Die Arbeiter mussten nicht lange graben, bis die Ahnung zur bitteren Gewissheit wurde. Die Stadt Menden im Sauerland: Am Mittwoch begann die zuständige Bezirksregierung Arnsberg hier, nach einem Massengrab aus dem Zweiten Weltkrieg zu suchen. Sie wurde schnell fündig: Unter einer Wiese auf dem idyllischen Friedhof im Stadtteil Barge, in kaum zwei Metern Tiefe, stießen die Totengräber auf 14 skelettierte Leichen. Zwölf davon stammen von Kindern. An zwei Schädeln fand die Bezirksregierung eindeutige Hinweise auf eine Behinderung. Und die grausigen Funde scheinen erst der Anfang gewesen zu sein: Gestern wurden weitere Kinderleichen geborgen.

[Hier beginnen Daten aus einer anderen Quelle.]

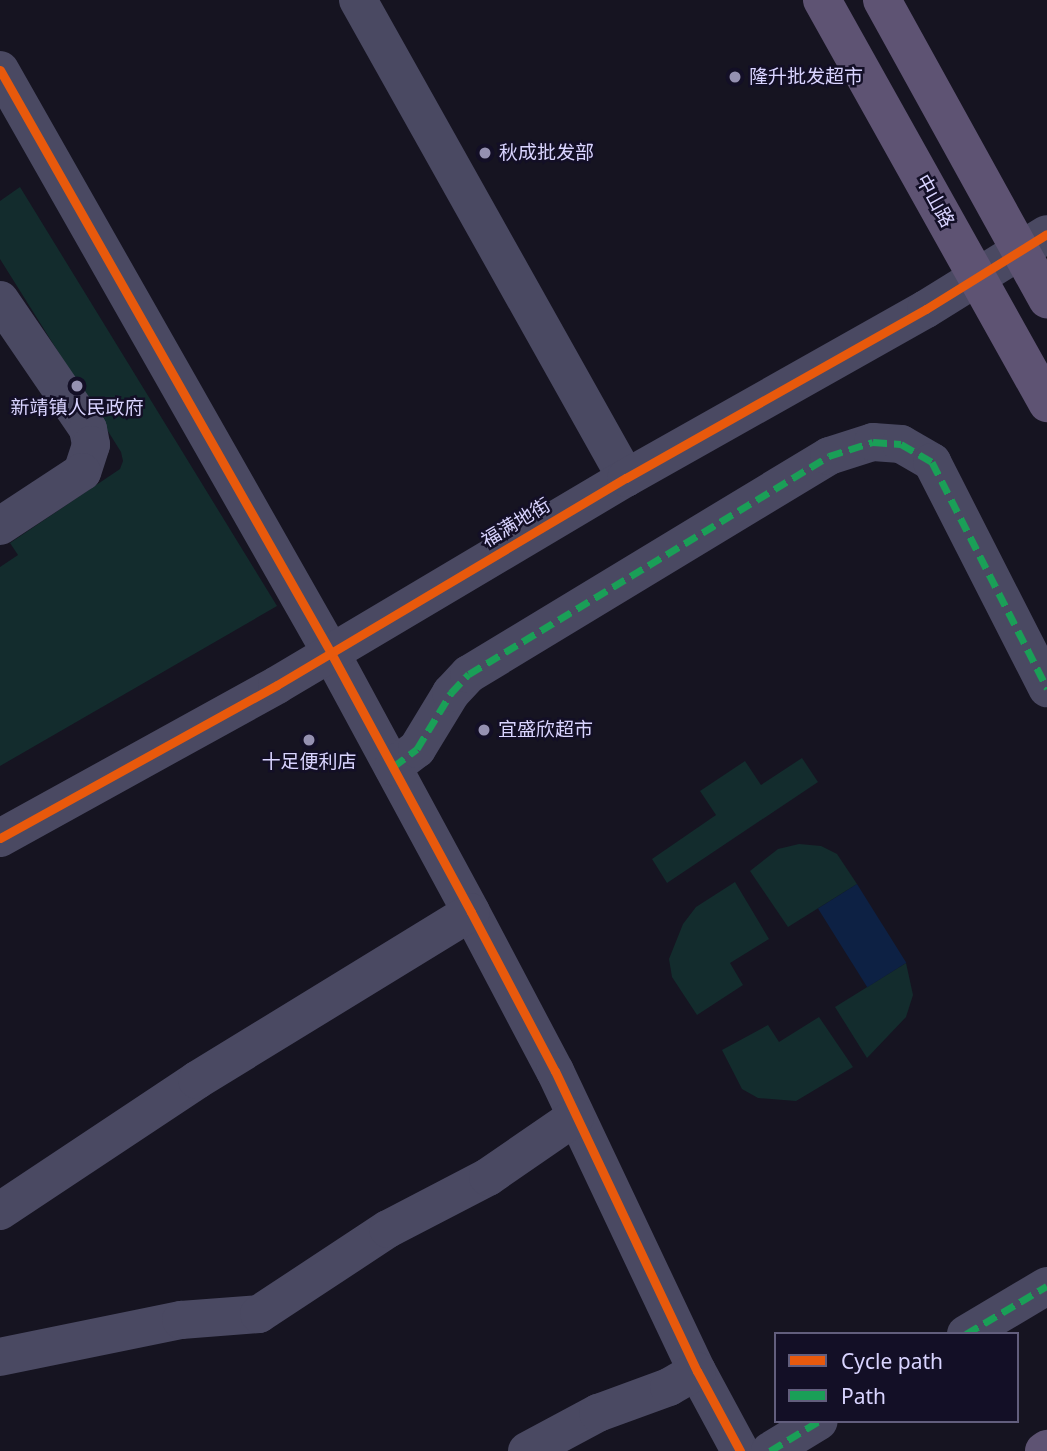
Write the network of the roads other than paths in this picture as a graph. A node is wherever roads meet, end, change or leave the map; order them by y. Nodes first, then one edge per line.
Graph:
1 (358, 0) edge
2 (822, 0) edge
3 (881, 0) edge
4 (0, 70) edge
5 (1033, 242) edge
6 (977, 276) junction
7 (1047, 299) edge
8 (0, 300) edge
9 (1047, 403) edge
10 (626, 478) junction
11 (0, 526) edge
12 (331, 653) junction
13 (1047, 688) edge
14 (393, 767) junction
15 (0, 838) edge
16 (471, 912) junction
17 (575, 1118) junction
18 (0, 1211) edge
19 (1047, 1286) edge
20 (969, 1332) edge
21 (0, 1357) edge
22 (697, 1371) junction
23 (817, 1423) edge
24 (527, 1451) edge
25 (740, 1451) edge
26 (770, 1451) edge

1 - 10 street
2 - 6 main road, 中山路
3 - 5 main road
4 - 12 street
5 - 6 street, 福满地街
5 - 7 main road
6 - 9 main road, 中山路
6 - 10 street, 福满地街
8 - 11 street
10 - 12 street, 福满地街
12 - 14 street
12 - 15 street, 福满地街
13 - 14 street
14 - 16 street
16 - 17 street
16 - 18 street
17 - 21 street
17 - 22 street
19 - 20 street
22 - 24 street
22 - 25 street
23 - 26 street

Was hier passiert ist, darüber lässt sich bisweilen nur spekulieren. Sicher ist bloß: „Wir befinden uns hier nicht auf ehemaligem Kriegsgebiet“, sagt Hans-Bernd Besa-von Werden, Dezernent der Bezirksregierung. Im ländlichen Menden habe sich damals nichts abgespielt. „Da ist es schon merkwürdig, wenn hier Kinder und Erwachsene durcheinander und ohne Sarg begraben werden.“ Geahnt hatten die Menschen in Menden schon lange, dass sich hier Schauriges abgespielt haben musste. Auch meldeten sich immer wieder Zeitzeugen, die beobachtet haben wollten, wie Menschen gegen Kriegsende heimlich und ohne Priester beerdigt wurden. Oder wie Laster ankamen und Leichenteile abkippten. Seit ein paar Jahren erinnert deshalb eine Gedenktafel auf dem Friedhof an rund 200 Menschen, die wohl aus dem so genannten Ausweichkrankenhaus in Wimbern (Kreis Soest) hier her verbracht und beigesetzt wurden. Aber was war genau geschehen?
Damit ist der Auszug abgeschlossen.